## ACTIVITY
Search the records below for the string "Κάδμου" and copy each line where it turns up.

»»

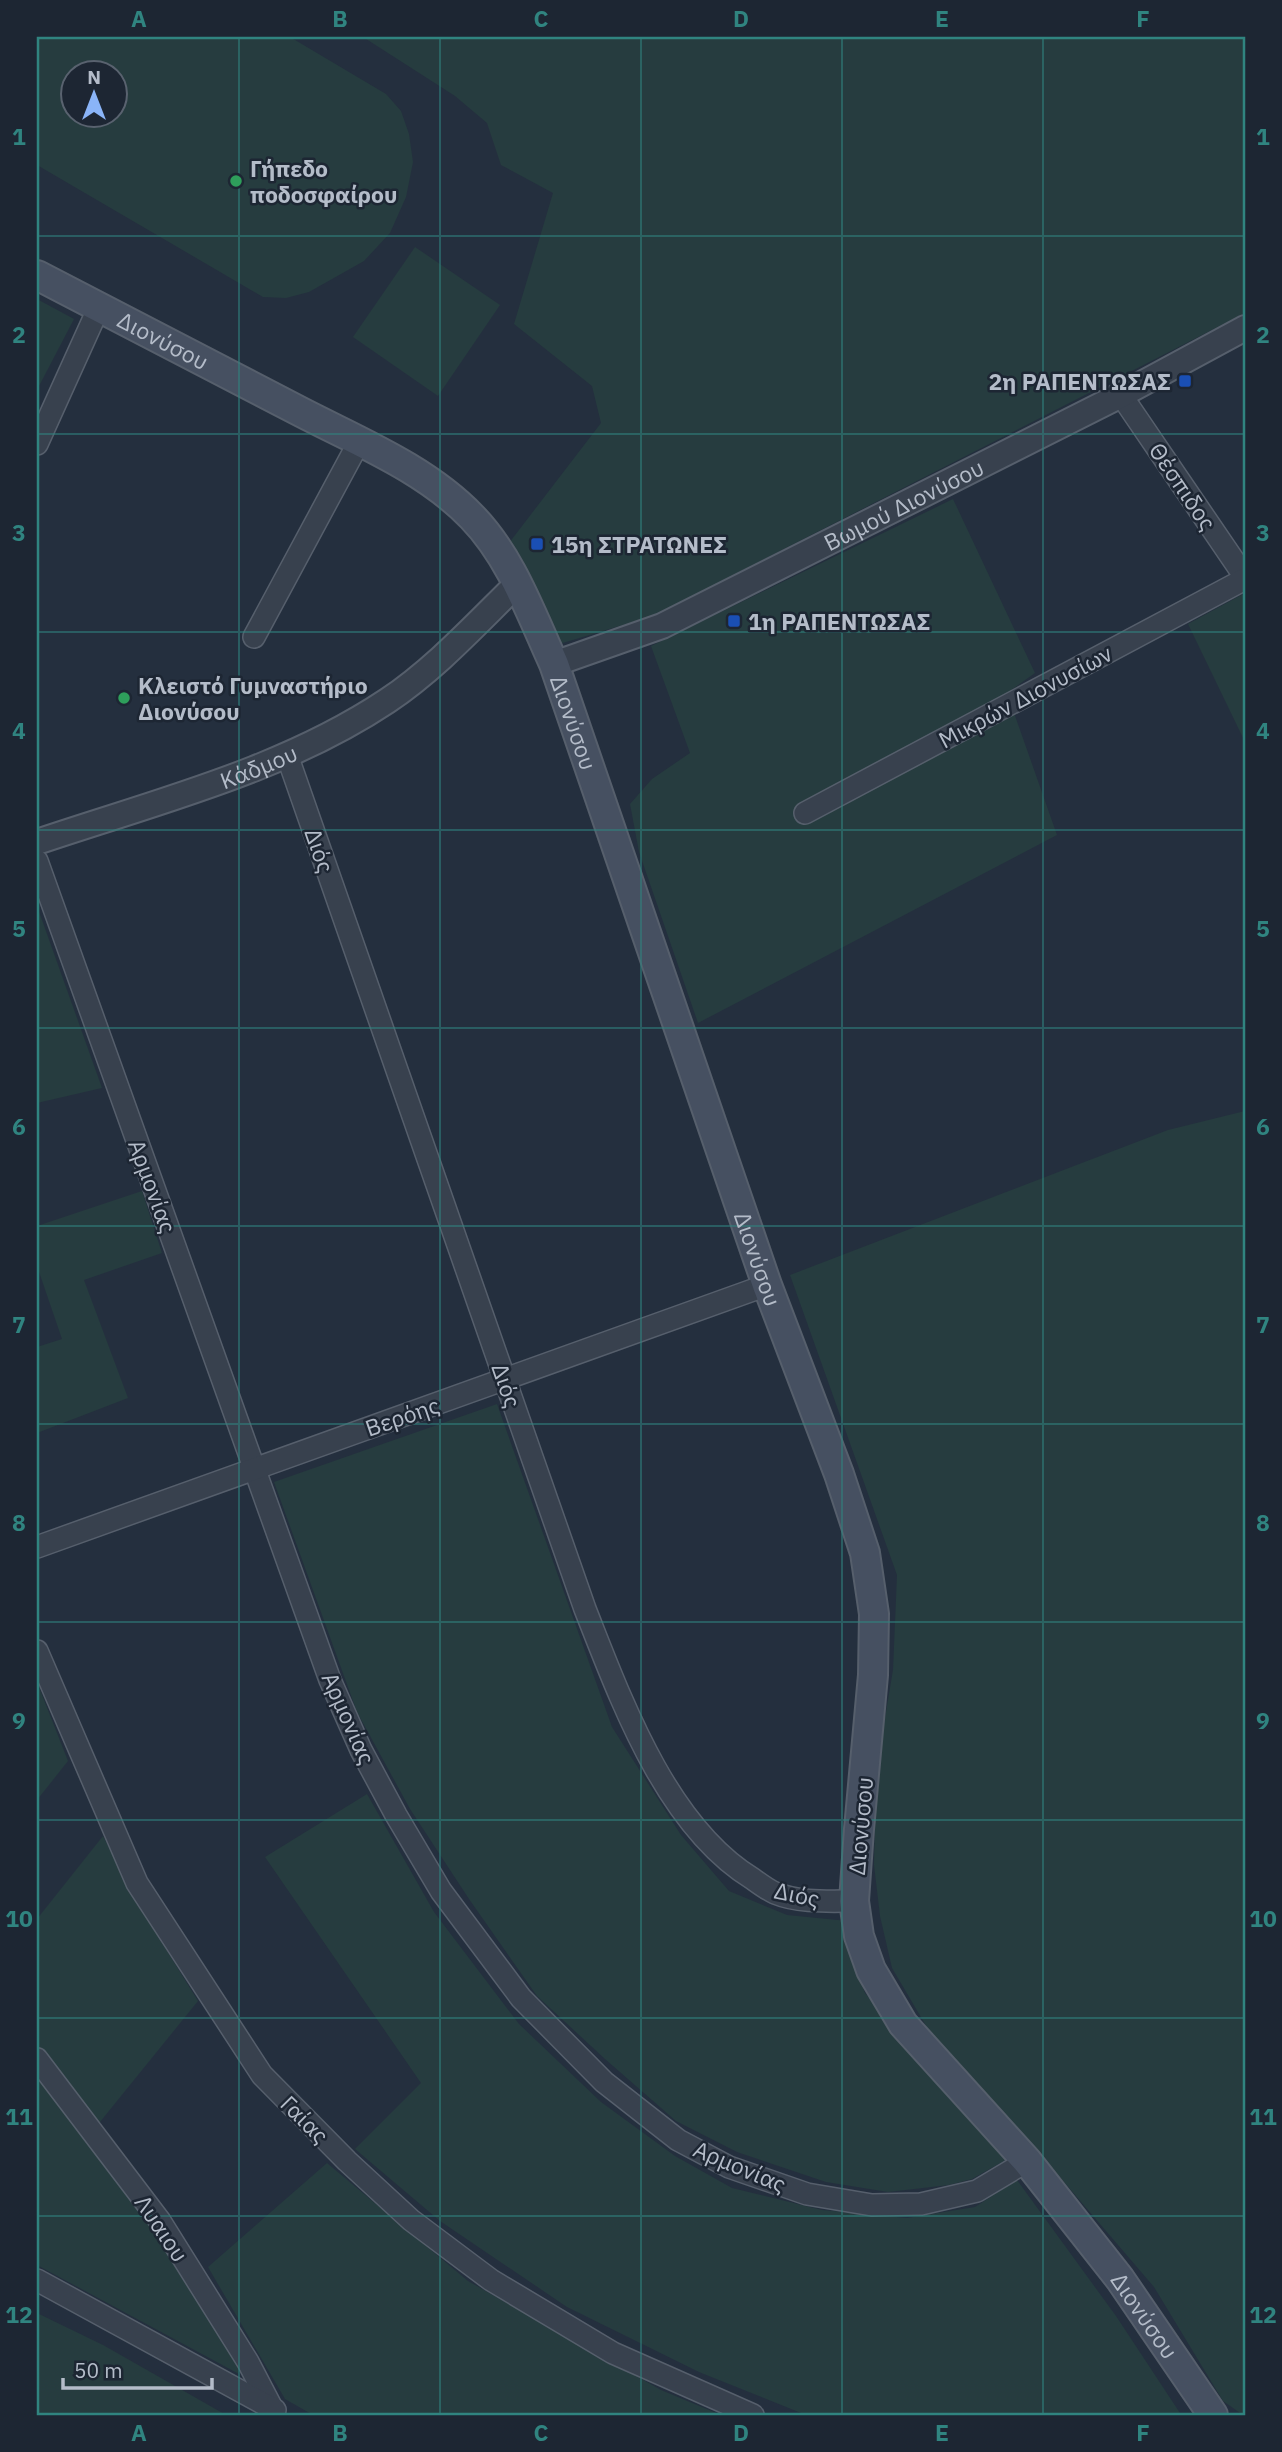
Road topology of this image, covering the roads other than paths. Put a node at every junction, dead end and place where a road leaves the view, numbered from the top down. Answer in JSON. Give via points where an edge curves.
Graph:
{"nodes":[{"id":1,"x":37,"y":275,"type":"edge"},
{"id":2,"x":99,"y":307,"type":"junction"},
{"id":3,"x":1245,"y":328,"type":"edge"},
{"id":4,"x":1121,"y":395,"type":"junction"},
{"id":5,"x":359,"y":442,"type":"junction"},
{"id":6,"x":37,"y":444,"type":"edge"},
{"id":7,"x":1245,"y":578,"type":"edge"},
{"id":8,"x":517,"y":584,"type":"junction"},
{"id":9,"x":254,"y":637,"type":"dead end"},
{"id":10,"x":554,"y":664,"type":"junction"},
{"id":11,"x":287,"y":755,"type":"junction"},
{"id":12,"x":805,"y":813,"type":"dead end"},
{"id":13,"x":37,"y":842,"type":"edge"},
{"id":14,"x":37,"y":861,"type":"edge"},
{"id":15,"x":767,"y":1285,"type":"junction"},
{"id":16,"x":506,"y":1380,"type":"junction"},
{"id":17,"x":254,"y":1468,"type":"junction"},
{"id":18,"x":37,"y":1547,"type":"edge"},
{"id":19,"x":37,"y":1651,"type":"edge"},
{"id":20,"x":854,"y":1901,"type":"junction"},
{"id":21,"x":37,"y":2059,"type":"edge"},
{"id":22,"x":1027,"y":2161,"type":"junction"},
{"id":23,"x":37,"y":2280,"type":"edge"},
{"id":24,"x":278,"y":2412,"type":"edge"},
{"id":25,"x":1204,"y":2412,"type":"edge"},
{"id":26,"x":754,"y":2415,"type":"edge"}],
"edges":[{"from":1,"to":2,"type":"main road","name":"Διονύσου"},
{"from":2,"to":5,"type":"main road","name":"Διονύσου"},
{"from":2,"to":6,"type":"street"},
{"from":3,"to":4,"type":"street","name":"Βωμού Διονύσου"},
{"from":4,"to":7,"type":"street","name":"Θέσπιδος"},
{"from":4,"to":10,"type":"street","name":"Βωμού Διονύσου","via":[[662,626]]},
{"from":5,"to":8,"type":"main road","name":"Διονύσου","via":[[422,477],[463,509],[494,544]]},
{"from":5,"to":9,"type":"street"},
{"from":7,"to":12,"type":"street","name":"Μικρών Διονυσίων"},
{"from":8,"to":10,"type":"main road","name":"Διονύσου"},
{"from":8,"to":11,"type":"street","name":"Κάδμου","via":[[389,700]]},
{"from":10,"to":15,"type":"main road","name":"Διονύσου"},
{"from":11,"to":13,"type":"street","name":"Κάδμου"},
{"from":11,"to":16,"type":"street","name":"Διός"},
{"from":14,"to":17,"type":"street","name":"Αρμονίας"},
{"from":15,"to":16,"type":"street","name":"Βερόης"},
{"from":15,"to":20,"type":"main road","name":"Διονύσου","via":[[855,1519],[871,1585],[873,1675]]},
{"from":16,"to":17,"type":"street","name":"Βερόης"},
{"from":16,"to":20,"type":"street","name":"Διός","via":[[626,1713],[698,1834],[738,1870],[775,1893]]},
{"from":17,"to":18,"type":"street","name":"Βερόης"},
{"from":17,"to":22,"type":"street","name":"Αρμονίας","via":[[330,1680],[396,1815],[441,1891],[521,1998],[604,2082],[678,2140],[729,2166],[807,2194],[872,2206],[921,2204],[977,2191]]},
{"from":19,"to":26,"type":"street","name":"Γαίας","via":[[136,1883],[262,2076],[411,2220],[491,2280],[613,2353]]},
{"from":20,"to":22,"type":"main road","name":"Διονύσου","via":[[859,1936],[887,2001]]},
{"from":21,"to":24,"type":"street","name":"Λυαιου","via":[[160,2221]]},
{"from":22,"to":25,"type":"main road","name":"Διονύσου","via":[[1120,2279]]},
{"from":23,"to":24,"type":"street"}]}
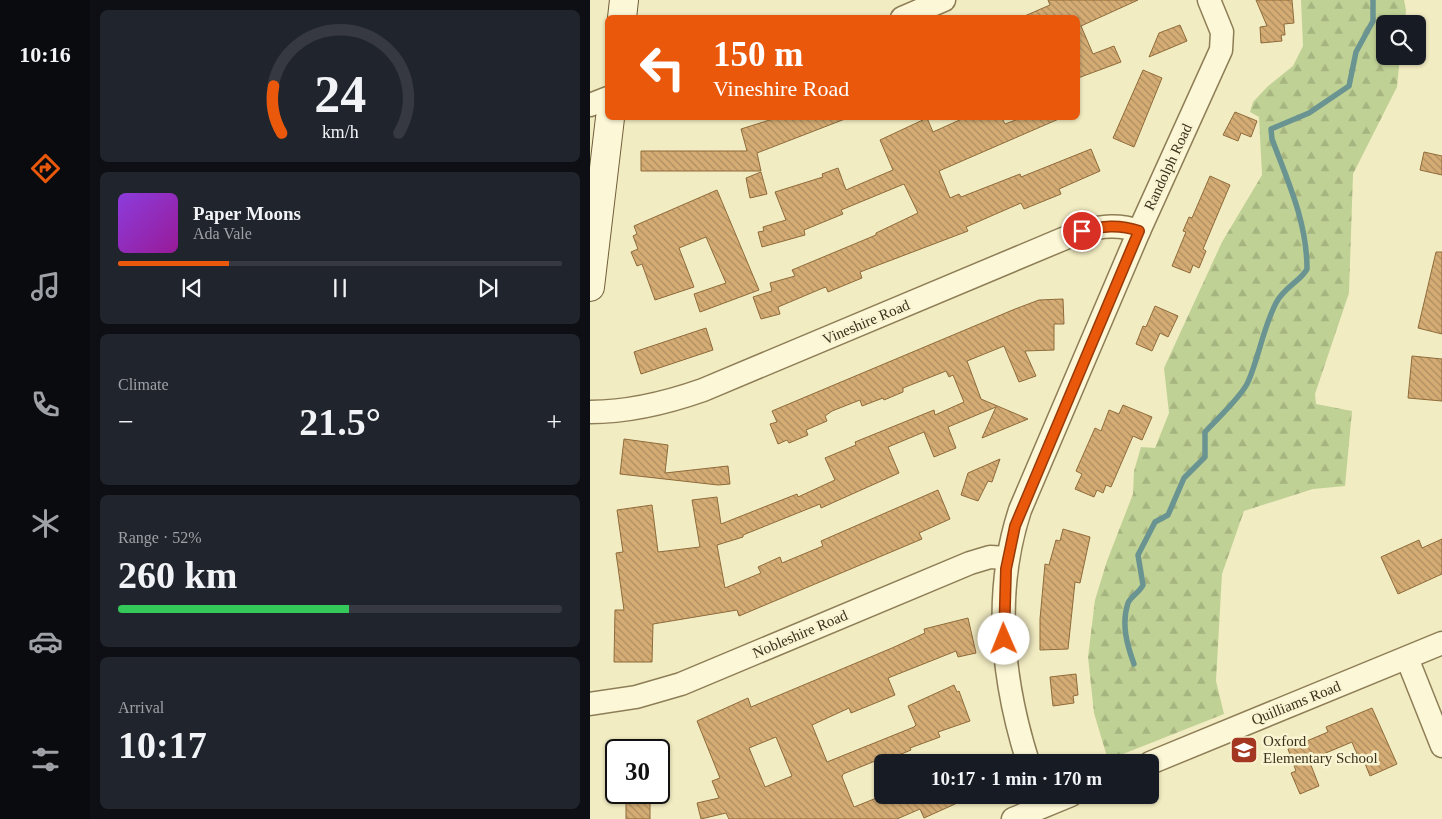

««

## SOLUTION TO THE PROBLEM
{"from":8,"to":11,"type":"street","name":"Κάδμου","via":[[389,700]]},
{"from":11,"to":13,"type":"street","name":"Κάδμου"},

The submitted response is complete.